Lucien
I feel the gunshot before I hear it—a thud that rattles the chandelier in the foyer and yanks every demon in the house to attention.
My heart lunges. One heartbeat later, I’m sprinting. I kick in the master-suite door like it’s drywall, the door splinters, and pain erupts up my leg, but that doesn’t stop me.
Astra stands at the far edge of the bed, bare feet on the hardwood, hair a dark storm around her shoulders. The glock’s barrel still kisses her lips, smoke curling from the muzzle like a whispered dare. She doesn’t flinch when the door explodes; she doesn’t even blink. Her ocean eyes turned to midnight, locking in on mine with a challenge so violent.
Click. She pulls the trigger again.
The blank snaps again.
I swallow the roar hammering my ribs and raise both hands, palms forward. “Baby,” I say, voice raw gravel. “It’s a blank.”
She lowers the gun a fraction, eyes flicking to the slide, then to me. “You gave me a toy,” she whispers. Contempt drips from every syllable. “Figures.”
“Safety measure,” I say, stepping into the room, shutting the mangled door behind me. “I never handed you a weapon I hadn’t disarmed.”

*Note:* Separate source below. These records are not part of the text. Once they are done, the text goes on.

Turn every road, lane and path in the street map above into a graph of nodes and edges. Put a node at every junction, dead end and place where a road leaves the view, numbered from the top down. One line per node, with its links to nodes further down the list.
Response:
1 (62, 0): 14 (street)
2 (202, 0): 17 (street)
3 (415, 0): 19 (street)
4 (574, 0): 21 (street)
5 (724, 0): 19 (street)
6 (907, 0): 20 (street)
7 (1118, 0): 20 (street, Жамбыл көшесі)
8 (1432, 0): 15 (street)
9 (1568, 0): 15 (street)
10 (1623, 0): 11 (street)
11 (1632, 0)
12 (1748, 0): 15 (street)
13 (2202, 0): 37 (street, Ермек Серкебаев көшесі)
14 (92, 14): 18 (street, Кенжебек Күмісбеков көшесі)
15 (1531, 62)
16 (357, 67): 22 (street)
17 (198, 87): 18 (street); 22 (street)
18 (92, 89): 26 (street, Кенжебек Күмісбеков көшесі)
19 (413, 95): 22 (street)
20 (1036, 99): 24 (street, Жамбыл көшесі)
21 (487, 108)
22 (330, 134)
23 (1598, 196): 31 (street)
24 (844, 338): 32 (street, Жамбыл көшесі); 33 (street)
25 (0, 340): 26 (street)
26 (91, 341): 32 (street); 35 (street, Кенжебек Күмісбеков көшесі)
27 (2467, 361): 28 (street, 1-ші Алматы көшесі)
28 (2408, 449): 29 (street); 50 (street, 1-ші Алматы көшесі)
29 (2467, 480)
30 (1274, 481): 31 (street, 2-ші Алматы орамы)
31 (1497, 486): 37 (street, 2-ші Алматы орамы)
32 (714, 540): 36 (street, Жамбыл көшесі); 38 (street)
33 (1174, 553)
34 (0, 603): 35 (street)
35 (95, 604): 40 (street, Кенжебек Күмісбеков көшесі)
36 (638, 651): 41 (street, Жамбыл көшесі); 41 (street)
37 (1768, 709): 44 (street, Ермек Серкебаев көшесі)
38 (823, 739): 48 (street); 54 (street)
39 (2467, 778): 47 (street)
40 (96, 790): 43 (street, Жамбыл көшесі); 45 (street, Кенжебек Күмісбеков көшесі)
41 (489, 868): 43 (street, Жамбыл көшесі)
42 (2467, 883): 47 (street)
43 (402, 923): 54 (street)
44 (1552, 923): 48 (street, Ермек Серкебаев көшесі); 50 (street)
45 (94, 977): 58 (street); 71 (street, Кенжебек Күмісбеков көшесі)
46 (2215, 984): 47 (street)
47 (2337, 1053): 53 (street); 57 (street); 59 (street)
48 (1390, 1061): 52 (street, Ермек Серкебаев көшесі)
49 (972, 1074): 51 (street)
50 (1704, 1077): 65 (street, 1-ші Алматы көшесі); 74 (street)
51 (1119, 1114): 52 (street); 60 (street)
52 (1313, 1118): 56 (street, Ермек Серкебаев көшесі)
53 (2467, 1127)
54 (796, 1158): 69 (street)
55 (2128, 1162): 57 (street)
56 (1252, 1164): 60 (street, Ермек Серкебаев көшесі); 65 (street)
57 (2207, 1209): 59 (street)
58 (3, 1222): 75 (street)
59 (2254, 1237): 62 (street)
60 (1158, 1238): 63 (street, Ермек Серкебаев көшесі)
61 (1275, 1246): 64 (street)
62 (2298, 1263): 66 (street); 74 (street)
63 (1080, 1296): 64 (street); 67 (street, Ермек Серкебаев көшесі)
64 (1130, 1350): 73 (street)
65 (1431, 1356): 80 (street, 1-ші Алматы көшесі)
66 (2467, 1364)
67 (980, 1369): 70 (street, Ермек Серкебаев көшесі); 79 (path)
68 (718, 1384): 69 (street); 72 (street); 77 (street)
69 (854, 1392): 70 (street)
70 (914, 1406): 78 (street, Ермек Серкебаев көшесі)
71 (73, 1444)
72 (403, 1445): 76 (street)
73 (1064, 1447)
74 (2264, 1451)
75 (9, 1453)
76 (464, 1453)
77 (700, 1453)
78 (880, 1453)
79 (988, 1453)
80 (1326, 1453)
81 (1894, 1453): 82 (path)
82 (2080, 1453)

“Hilarious.” She laughs—shards of glass over concrete. Like the mirrors that are destroyed all over my fucking house.
“Manipulation even in mercy.”
She throws the pistol. It arcs, lands on the duvet with a dull thud. My gaze tracks it until I’m sure she’s unarmed. Then her hand whips across my face. The crack bounces off the tall ceiling. Blood blooms warm on my lip; I taste iron. I swallow it. I welcome it.
“Again,” I offer.
She balls her fist but lets it drop. “Talk.”
A tear rolls down her cheek. She wants to end it all, but I’ll never let her. She should know better.
I exhale through torn skin. “A month ago—New Mexico.” My voice catches. “You remember being taken from the trailer, waking up in a stranger’s house?”
Her stare is ice. “Of course I remember… well… I remember waking up…”
“That stranger was my friend. Ex-medic, no record, owed me favors. I paid him to save you after I got you out of that filthy trailer. He never touched you, Astra. He lied to scare you, lied because I told him to keep you afraid and safe.”
Her shoulders flinch. Pain, memory, maybe betrayal. “Safe?” she spits. “I woke up in a room, half-naked, with a man bragging about how badly I wanted him.”
“I salvaged you from worse,” I say, throat tightening.
“Not redemption, but reality.”
“Reality?” Her laugh cracks.
“Reality is that I was prey, and you tracked me like it was your job.”
“I tracked you until you ran to California. Then I needed help.” My words tumble, unable to stop now.
“I followed every bus ticket, every motel. Not to cage you—yes, partly to cage you—but mostly to keep you from hurting yourself. You are beautiful. You are strong. You are heard…”
She crosses her arms, nails digging skin. “No… I’ve been continuously silenced, Lucien. Can’t you see that? I am a puppet in everyone else’s game. When do I get to decide what I want to do with my life?”
She breaks down in front of me. Sobbing recklessly.
I breathe it. “I orchestrated the kidnapping, yes. Victor and Nicolette were never in the plan. Miles was never supposed to get close. Varek was set to intercept after the auction floor. Fuck. The auction was supposed to be staged, not even fucking real. It was all supposed to be done at Varek’s house. Victor jumped the timeline after he fucked up; Nicolette drugged you after you were actually kidnapped. Everything went to ash in the span of twenty-four hours.” I rub temple-pulse. “I’ve replayed those hours every night since.”
She steps forward, pupils blown. “Then why the blank? Why fake a bullet tonight?”
“Because a live round in that moment would have painted these walls with regret.” I point at the discarded glock.